The world can be theoretically a great place. I suggest theoretically because in some cases it has that potential and in other instances it already is. But most of the time it is somewhere in between the two. I say this because I have just returned from the major industry gathering of airline executives discussing, among other topics, how traditional long haulers can become value-driven low costers. I travelled to the event by taking a long haul flight but using a low cost carrier as my main means of transport.

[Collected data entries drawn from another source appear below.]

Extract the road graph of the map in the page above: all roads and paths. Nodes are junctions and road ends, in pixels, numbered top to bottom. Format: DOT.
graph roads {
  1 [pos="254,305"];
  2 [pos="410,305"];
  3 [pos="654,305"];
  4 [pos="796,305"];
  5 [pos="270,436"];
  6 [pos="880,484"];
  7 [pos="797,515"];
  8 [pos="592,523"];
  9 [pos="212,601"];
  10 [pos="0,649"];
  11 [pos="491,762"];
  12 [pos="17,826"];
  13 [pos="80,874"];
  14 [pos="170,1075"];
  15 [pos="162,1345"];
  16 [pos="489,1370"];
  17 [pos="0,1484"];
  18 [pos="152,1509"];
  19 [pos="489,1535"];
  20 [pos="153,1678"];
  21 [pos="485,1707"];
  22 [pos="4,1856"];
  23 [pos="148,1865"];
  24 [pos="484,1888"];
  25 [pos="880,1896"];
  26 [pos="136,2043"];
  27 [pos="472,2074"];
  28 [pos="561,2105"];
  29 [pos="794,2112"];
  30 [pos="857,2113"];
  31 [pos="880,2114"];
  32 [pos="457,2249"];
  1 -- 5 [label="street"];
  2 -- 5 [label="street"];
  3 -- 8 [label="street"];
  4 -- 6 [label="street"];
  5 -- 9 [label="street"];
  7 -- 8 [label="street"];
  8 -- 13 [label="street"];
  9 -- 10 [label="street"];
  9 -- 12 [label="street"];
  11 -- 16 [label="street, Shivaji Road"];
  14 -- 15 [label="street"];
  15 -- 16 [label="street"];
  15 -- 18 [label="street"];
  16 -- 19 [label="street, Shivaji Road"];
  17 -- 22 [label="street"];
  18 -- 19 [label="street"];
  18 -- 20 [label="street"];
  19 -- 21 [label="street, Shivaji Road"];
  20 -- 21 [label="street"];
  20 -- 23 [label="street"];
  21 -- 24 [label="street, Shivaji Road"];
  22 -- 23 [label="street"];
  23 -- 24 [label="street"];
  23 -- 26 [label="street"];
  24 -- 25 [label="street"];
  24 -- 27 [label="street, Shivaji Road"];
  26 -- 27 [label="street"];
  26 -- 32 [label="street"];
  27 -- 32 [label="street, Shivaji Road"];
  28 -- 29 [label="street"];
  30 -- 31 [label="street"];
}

The conference in question was IATA’s World Passenger Symposium held in San Diego last week. A major theme of the conference was about the overhaul and modernisation of airline distribution, or NDC (New Distribution Capability) in industry jargon. Key discussions revolved around how airlines could migrate from being merely carrying people from A to B to being world class retailers of an array of products and services that enhance the travelling experience. Whilst NDC itself is still slightly futuristic, the concept of airline retailing in the form of ancillary services is already here, and already making a contribution to the bottom line for many airlines.
My journey involved flying from London to Los Angeles using Norwegian Air Shuttle’s (NAS) new long haul service. This recently introduced service (there are other US destinations too) is Low Cost Carrier (LCC) based – it has a cost model that is (loosely) based on the traditional short haul low cost approach of carriers such EasyJet, Ryanair etc. This new long haul service relies on cost efficiencies introduced by the new Boeing 787 Dreamliner aircraft.
There are some ironies here too – ancillary revenues have been an LCC speciality. IATA conferences are typically frequented by the traditional full service carriers (not the LCCs) and in recent years focus of the conference is given over to the LCC tricks of unbundling options and ancillaries to generate additional revenue – just think speedy boarding, seat reservations, and suitcases in the hold type LCC at extra cost.
So here is the essence of this blog. LCCs trying to be long haulers and long haulers trying to make use of LCC-style options. How does theory meet practice?
Firstly, the conference? It was an interesting review of what some carriers have been doing, what they might do and in particular how revenue management, seat pricing and how the $6 profit/per passenger/flight can be improved. Theory was mostly presented while the practical implementation stuff probably got addressed in tight huddles between suppliers and airlines. All very useful information that got shared and subsequently washed down with a decently delivered helping of ACDC’s Highway to Hell, by yes, a Bon Jovi tribute band at a gala dinner on an aircraft carrier.
So what about LCC long haul services and Norwegian? I don’t think anyone from Norwegian attended the IATA conference to either share or learn anything. The flight ticket was cheap so from a consumer point of view it achieved that objective. Even down the back of the plane, it was comfortable and uncomplicated too with the journey being pleasant. The meal, blanket, headphones and luggage were, as expected, revenue generating optional extras. I had opted for an offer bundle of meal plus luggage on booking so that took care of that side. Except for the missing blanket and headphones, readily solved by wearing a jumper and bring your own respectively, it felt remarkably like a full service carrier economy service! So far so good but then again the inflight retailing was just non-existent. NAS offers around 5 duty free items – of which two, Snus and Norwegian brandy, are a bit of a joke to US and UK citizens. What a missed retailing opportunity!
Even offering one of the many excellent Norwegian Aquavits, along with some good marketing about its history on the seat back screen, would have been a welcome step up. More choice and better product marketing using the ‘in your face’ multi-media screen would be easy?
So theory, practice and the gap between.
So I found Highway to Hell to be a better rendition than Living on a Prayer. LCCs that offer near traditional long haul flights and FSCs that want to be retailers with unbundled LCC offerings, take note. Overall, it wasn’t a bad ride to San Diego and back but it brings home the reality that there is a long journey ahead for all of them if they want to get to where they think they want to be, and where the consumer would already like them to be. Come to think of it, where did I put my copy of Don’t Stop Believing?